- Activity -
No record may be left out; print them all verbatim.

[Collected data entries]

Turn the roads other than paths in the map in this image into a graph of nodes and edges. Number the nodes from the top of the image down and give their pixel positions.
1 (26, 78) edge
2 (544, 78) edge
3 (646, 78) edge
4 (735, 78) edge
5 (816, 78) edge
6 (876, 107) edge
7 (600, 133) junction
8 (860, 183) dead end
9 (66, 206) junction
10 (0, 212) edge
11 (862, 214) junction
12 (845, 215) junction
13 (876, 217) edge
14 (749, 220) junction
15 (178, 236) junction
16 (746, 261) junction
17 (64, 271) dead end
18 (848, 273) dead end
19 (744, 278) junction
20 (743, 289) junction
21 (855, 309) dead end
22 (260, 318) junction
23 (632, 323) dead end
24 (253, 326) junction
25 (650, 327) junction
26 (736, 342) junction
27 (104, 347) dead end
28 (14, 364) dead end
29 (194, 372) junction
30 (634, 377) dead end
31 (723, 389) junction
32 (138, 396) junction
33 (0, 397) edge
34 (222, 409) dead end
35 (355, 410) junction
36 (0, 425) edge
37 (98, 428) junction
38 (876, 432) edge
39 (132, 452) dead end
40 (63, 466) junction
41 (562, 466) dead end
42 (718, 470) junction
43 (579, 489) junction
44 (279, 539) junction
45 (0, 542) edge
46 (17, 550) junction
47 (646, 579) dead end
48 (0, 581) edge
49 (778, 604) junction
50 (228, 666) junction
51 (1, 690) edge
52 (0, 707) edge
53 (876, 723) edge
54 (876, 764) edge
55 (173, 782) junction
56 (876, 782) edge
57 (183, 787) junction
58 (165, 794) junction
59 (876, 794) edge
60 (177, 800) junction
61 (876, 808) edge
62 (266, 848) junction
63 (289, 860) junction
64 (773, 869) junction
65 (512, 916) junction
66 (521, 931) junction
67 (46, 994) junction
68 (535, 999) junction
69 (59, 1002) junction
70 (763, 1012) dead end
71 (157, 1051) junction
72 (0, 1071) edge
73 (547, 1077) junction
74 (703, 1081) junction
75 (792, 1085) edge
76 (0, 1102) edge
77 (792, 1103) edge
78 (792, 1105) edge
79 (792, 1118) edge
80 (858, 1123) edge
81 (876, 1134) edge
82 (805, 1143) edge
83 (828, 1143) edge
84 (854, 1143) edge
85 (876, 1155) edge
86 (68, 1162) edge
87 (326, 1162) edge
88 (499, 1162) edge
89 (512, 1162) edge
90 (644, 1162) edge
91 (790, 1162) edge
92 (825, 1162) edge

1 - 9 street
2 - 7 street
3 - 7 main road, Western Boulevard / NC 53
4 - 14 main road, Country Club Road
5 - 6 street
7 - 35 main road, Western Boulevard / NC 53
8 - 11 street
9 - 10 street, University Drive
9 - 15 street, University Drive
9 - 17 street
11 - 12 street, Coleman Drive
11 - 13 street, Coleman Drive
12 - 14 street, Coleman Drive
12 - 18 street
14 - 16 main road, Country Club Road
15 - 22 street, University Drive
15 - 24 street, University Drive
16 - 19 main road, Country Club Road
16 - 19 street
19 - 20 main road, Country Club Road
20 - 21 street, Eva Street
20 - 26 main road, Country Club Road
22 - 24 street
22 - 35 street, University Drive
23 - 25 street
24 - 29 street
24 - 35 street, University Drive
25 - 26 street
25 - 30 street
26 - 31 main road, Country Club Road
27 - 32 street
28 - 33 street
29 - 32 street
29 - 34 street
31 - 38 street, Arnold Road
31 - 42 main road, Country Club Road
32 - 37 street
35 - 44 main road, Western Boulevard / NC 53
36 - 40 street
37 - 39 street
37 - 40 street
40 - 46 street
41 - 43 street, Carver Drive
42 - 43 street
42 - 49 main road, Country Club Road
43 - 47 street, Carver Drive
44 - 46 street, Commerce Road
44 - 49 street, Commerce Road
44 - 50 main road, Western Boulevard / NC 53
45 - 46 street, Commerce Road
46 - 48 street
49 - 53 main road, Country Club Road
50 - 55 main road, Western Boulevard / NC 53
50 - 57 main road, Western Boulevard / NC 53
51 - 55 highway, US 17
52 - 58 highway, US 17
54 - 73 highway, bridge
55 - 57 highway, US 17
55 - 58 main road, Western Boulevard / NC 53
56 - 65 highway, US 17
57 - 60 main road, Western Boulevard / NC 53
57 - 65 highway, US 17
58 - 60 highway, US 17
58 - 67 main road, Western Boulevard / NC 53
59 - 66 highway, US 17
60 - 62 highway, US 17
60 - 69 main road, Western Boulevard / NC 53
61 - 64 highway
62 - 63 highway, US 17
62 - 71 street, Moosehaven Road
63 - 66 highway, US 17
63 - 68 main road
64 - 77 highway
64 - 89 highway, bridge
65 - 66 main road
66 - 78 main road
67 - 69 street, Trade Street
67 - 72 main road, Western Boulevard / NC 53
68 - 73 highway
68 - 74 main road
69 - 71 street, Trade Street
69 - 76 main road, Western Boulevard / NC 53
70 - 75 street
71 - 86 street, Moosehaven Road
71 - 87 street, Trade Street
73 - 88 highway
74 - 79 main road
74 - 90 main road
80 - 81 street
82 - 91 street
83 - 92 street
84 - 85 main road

- Exercise output -
Turn the roads other than paths in the map in this image into a graph of nodes and edges. Number the nodes from the top of the image down and give their pixel positions.
1 (26, 78) edge
2 (544, 78) edge
3 (646, 78) edge
4 (735, 78) edge
5 (816, 78) edge
6 (876, 107) edge
7 (600, 133) junction
8 (860, 183) dead end
9 (66, 206) junction
10 (0, 212) edge
11 (862, 214) junction
12 (845, 215) junction
13 (876, 217) edge
14 (749, 220) junction
15 (178, 236) junction
16 (746, 261) junction
17 (64, 271) dead end
18 (848, 273) dead end
19 (744, 278) junction
20 (743, 289) junction
21 (855, 309) dead end
22 (260, 318) junction
23 (632, 323) dead end
24 (253, 326) junction
25 (650, 327) junction
26 (736, 342) junction
27 (104, 347) dead end
28 (14, 364) dead end
29 (194, 372) junction
30 (634, 377) dead end
31 (723, 389) junction
32 (138, 396) junction
33 (0, 397) edge
34 (222, 409) dead end
35 (355, 410) junction
36 (0, 425) edge
37 (98, 428) junction
38 (876, 432) edge
39 (132, 452) dead end
40 (63, 466) junction
41 (562, 466) dead end
42 (718, 470) junction
43 (579, 489) junction
44 (279, 539) junction
45 (0, 542) edge
46 (17, 550) junction
47 (646, 579) dead end
48 (0, 581) edge
49 (778, 604) junction
50 (228, 666) junction
51 (1, 690) edge
52 (0, 707) edge
53 (876, 723) edge
54 (876, 764) edge
55 (173, 782) junction
56 (876, 782) edge
57 (183, 787) junction
58 (165, 794) junction
59 (876, 794) edge
60 (177, 800) junction
61 (876, 808) edge
62 (266, 848) junction
63 (289, 860) junction
64 (773, 869) junction
65 (512, 916) junction
66 (521, 931) junction
67 (46, 994) junction
68 (535, 999) junction
69 (59, 1002) junction
70 (763, 1012) dead end
71 (157, 1051) junction
72 (0, 1071) edge
73 (547, 1077) junction
74 (703, 1081) junction
75 (792, 1085) edge
76 (0, 1102) edge
77 (792, 1103) edge
78 (792, 1105) edge
79 (792, 1118) edge
80 (858, 1123) edge
81 (876, 1134) edge
82 (805, 1143) edge
83 (828, 1143) edge
84 (854, 1143) edge
85 (876, 1155) edge
86 (68, 1162) edge
87 (326, 1162) edge
88 (499, 1162) edge
89 (512, 1162) edge
90 (644, 1162) edge
91 (790, 1162) edge
92 (825, 1162) edge

1 - 9 street
2 - 7 street
3 - 7 main road, Western Boulevard / NC 53
4 - 14 main road, Country Club Road
5 - 6 street
7 - 35 main road, Western Boulevard / NC 53
8 - 11 street
9 - 10 street, University Drive
9 - 15 street, University Drive
9 - 17 street
11 - 12 street, Coleman Drive
11 - 13 street, Coleman Drive
12 - 14 street, Coleman Drive
12 - 18 street
14 - 16 main road, Country Club Road
15 - 22 street, University Drive
15 - 24 street, University Drive
16 - 19 main road, Country Club Road
16 - 19 street
19 - 20 main road, Country Club Road
20 - 21 street, Eva Street
20 - 26 main road, Country Club Road
22 - 24 street
22 - 35 street, University Drive
23 - 25 street
24 - 29 street
24 - 35 street, University Drive
25 - 26 street
25 - 30 street
26 - 31 main road, Country Club Road
27 - 32 street
28 - 33 street
29 - 32 street
29 - 34 street
31 - 38 street, Arnold Road
31 - 42 main road, Country Club Road
32 - 37 street
35 - 44 main road, Western Boulevard / NC 53
36 - 40 street
37 - 39 street
37 - 40 street
40 - 46 street
41 - 43 street, Carver Drive
42 - 43 street
42 - 49 main road, Country Club Road
43 - 47 street, Carver Drive
44 - 46 street, Commerce Road
44 - 49 street, Commerce Road
44 - 50 main road, Western Boulevard / NC 53
45 - 46 street, Commerce Road
46 - 48 street
49 - 53 main road, Country Club Road
50 - 55 main road, Western Boulevard / NC 53
50 - 57 main road, Western Boulevard / NC 53
51 - 55 highway, US 17
52 - 58 highway, US 17
54 - 73 highway, bridge
55 - 57 highway, US 17
55 - 58 main road, Western Boulevard / NC 53
56 - 65 highway, US 17
57 - 60 main road, Western Boulevard / NC 53
57 - 65 highway, US 17
58 - 60 highway, US 17
58 - 67 main road, Western Boulevard / NC 53
59 - 66 highway, US 17
60 - 62 highway, US 17
60 - 69 main road, Western Boulevard / NC 53
61 - 64 highway
62 - 63 highway, US 17
62 - 71 street, Moosehaven Road
63 - 66 highway, US 17
63 - 68 main road
64 - 77 highway
64 - 89 highway, bridge
65 - 66 main road
66 - 78 main road
67 - 69 street, Trade Street
67 - 72 main road, Western Boulevard / NC 53
68 - 73 highway
68 - 74 main road
69 - 71 street, Trade Street
69 - 76 main road, Western Boulevard / NC 53
70 - 75 street
71 - 86 street, Moosehaven Road
71 - 87 street, Trade Street
73 - 88 highway
74 - 79 main road
74 - 90 main road
80 - 81 street
82 - 91 street
83 - 92 street
84 - 85 main road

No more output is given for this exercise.